> [Exercise aim]:
Lines with the word "that": copy all of them from the entries below.

> [Excerpted records]:

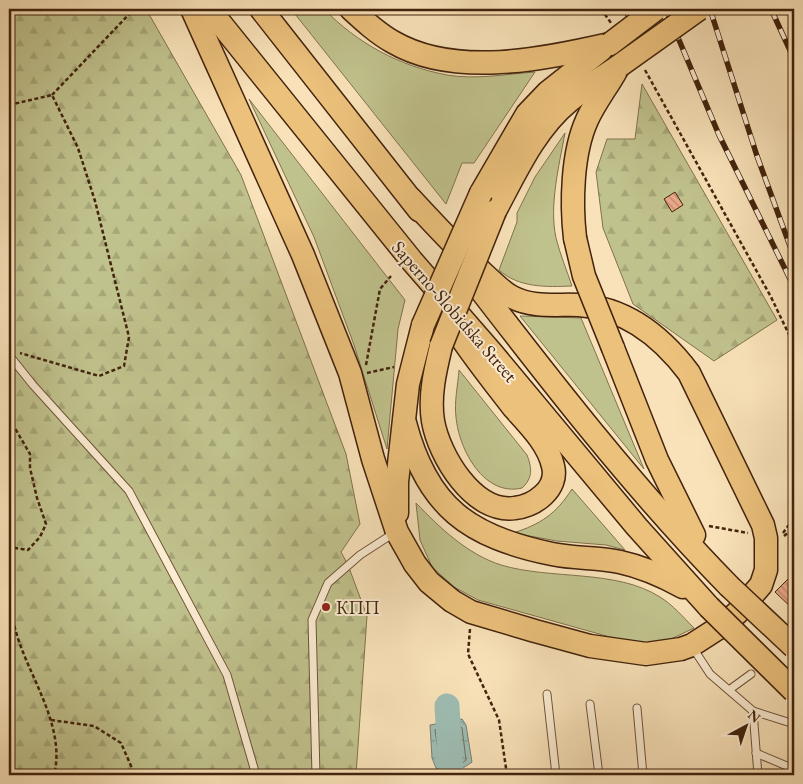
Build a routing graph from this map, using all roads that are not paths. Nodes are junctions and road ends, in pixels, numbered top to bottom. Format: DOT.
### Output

--

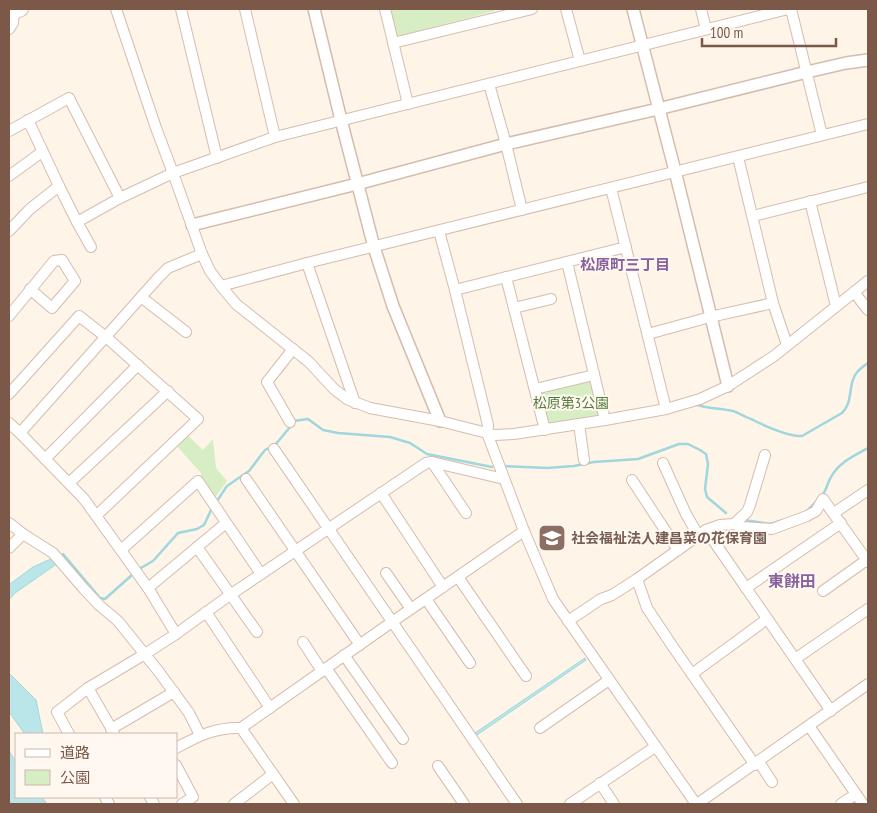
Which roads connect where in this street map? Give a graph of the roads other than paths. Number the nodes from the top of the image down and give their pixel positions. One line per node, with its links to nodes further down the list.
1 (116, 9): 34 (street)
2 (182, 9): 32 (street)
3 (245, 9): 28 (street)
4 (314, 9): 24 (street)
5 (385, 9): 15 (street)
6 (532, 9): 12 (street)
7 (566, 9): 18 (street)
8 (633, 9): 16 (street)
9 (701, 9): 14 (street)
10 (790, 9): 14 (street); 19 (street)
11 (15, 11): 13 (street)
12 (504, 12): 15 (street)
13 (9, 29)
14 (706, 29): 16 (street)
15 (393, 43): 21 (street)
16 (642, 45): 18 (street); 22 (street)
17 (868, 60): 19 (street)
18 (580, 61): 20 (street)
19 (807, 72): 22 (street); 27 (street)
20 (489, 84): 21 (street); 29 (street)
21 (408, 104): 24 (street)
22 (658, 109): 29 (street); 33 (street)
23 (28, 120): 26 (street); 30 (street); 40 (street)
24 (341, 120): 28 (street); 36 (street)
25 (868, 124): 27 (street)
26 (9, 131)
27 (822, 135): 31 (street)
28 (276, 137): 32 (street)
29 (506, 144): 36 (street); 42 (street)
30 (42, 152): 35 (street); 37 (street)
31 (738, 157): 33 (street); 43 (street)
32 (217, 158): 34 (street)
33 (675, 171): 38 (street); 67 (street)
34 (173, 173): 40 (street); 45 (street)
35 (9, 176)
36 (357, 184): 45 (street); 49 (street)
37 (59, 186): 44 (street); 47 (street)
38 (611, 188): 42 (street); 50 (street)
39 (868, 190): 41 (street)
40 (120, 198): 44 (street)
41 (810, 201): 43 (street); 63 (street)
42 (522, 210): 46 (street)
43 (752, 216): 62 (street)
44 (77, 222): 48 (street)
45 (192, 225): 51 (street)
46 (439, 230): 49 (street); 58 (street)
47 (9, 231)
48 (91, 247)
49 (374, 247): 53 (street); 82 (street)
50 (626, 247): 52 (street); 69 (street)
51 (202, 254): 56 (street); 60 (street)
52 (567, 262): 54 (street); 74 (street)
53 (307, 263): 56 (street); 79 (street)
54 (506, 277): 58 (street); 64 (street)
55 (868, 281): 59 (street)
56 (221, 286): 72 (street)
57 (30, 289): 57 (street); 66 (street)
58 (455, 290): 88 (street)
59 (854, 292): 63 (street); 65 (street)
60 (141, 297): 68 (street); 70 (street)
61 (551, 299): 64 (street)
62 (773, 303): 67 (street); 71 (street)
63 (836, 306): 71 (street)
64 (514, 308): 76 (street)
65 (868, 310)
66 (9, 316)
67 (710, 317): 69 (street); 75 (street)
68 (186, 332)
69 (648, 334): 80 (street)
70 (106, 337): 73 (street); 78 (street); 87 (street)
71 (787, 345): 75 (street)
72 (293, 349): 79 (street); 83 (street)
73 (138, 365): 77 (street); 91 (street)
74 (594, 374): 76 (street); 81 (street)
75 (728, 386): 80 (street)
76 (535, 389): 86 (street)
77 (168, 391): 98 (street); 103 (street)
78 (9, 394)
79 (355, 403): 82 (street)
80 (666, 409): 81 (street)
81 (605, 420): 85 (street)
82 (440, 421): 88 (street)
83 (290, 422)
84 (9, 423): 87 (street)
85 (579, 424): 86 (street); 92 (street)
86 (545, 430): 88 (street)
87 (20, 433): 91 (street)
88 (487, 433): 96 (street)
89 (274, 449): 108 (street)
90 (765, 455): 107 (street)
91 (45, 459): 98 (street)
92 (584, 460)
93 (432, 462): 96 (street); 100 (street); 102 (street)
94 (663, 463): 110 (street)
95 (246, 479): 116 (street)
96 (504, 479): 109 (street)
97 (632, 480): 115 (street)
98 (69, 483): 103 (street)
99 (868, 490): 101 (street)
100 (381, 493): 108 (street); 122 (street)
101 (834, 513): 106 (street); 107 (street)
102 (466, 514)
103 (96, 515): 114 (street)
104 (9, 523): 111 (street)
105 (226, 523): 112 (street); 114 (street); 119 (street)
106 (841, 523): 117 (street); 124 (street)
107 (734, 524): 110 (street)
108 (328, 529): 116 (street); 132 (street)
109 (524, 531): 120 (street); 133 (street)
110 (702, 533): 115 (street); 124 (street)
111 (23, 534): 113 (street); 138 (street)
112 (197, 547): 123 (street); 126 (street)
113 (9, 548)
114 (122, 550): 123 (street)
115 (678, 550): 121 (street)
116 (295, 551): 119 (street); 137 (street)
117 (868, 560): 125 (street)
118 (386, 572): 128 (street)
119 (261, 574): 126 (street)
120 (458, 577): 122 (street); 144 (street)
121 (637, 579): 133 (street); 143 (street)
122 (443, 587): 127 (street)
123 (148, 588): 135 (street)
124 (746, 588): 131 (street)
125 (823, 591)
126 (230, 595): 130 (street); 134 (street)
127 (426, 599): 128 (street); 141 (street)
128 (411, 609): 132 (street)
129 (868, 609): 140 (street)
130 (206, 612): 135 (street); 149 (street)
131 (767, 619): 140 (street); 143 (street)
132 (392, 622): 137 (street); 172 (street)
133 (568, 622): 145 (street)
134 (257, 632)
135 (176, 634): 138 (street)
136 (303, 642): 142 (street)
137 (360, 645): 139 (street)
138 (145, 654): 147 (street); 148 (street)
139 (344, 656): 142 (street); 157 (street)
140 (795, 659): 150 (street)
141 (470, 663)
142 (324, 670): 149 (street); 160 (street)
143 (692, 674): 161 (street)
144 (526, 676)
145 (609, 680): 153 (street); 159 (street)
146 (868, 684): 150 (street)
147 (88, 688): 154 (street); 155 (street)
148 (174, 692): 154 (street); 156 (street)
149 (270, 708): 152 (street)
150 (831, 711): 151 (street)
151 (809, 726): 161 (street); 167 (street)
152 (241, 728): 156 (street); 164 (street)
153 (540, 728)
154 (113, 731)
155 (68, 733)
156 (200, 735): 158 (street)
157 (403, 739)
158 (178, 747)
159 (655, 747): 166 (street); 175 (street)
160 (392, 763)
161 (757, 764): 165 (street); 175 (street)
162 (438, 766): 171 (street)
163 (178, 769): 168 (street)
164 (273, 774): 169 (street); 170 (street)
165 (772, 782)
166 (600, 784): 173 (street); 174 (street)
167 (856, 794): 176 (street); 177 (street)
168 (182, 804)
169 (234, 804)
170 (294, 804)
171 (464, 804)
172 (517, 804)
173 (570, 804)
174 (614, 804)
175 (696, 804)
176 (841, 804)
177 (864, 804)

==

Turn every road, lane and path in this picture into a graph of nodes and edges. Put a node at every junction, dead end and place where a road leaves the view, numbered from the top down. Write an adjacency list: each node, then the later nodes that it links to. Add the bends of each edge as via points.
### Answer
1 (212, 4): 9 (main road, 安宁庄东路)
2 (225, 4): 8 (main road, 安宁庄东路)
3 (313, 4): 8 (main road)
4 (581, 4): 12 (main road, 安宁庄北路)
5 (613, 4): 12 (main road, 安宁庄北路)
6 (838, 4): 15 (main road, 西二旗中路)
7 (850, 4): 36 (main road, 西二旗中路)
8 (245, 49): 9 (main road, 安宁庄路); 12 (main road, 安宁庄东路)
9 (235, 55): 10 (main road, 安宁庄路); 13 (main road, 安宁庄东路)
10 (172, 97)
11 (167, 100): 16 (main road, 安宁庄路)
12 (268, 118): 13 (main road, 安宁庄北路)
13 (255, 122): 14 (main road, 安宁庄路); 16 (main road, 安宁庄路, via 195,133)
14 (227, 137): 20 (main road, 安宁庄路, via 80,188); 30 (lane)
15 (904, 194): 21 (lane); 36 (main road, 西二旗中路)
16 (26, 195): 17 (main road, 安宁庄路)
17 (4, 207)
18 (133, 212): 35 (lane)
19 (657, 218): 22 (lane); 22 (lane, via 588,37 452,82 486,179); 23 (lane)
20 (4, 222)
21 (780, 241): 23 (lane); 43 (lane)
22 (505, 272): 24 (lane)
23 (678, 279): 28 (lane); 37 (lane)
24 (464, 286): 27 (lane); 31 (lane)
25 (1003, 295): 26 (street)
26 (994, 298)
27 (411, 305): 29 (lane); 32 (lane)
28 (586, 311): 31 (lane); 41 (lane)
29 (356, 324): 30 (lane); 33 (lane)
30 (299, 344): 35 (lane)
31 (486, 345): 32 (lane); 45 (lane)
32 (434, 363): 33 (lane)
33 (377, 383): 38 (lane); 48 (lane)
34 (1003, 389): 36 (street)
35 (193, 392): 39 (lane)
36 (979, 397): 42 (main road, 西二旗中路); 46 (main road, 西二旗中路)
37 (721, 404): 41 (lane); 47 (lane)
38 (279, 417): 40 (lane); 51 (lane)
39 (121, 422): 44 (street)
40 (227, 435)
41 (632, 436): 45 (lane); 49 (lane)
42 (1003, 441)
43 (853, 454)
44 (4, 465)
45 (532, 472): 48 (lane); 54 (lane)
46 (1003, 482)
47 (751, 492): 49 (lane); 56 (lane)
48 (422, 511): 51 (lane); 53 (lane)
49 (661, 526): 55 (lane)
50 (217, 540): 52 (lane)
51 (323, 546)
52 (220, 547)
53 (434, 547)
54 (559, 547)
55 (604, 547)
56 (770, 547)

> [Solution to this problem]:
Build a routing graph from this map, using all roads that are not paths. Nodes are junctions and road ends, in pixels, numbered top to bottom. Format: DOT.
Turn every road, lane and path in this picture into a graph of nodes and edges. Put a node at every junction, dead end and place where a road leaves the view, numbered from the top down. Write an adjacency list: each node, then the later nodes that it links to. Add the bends of each edge as via points.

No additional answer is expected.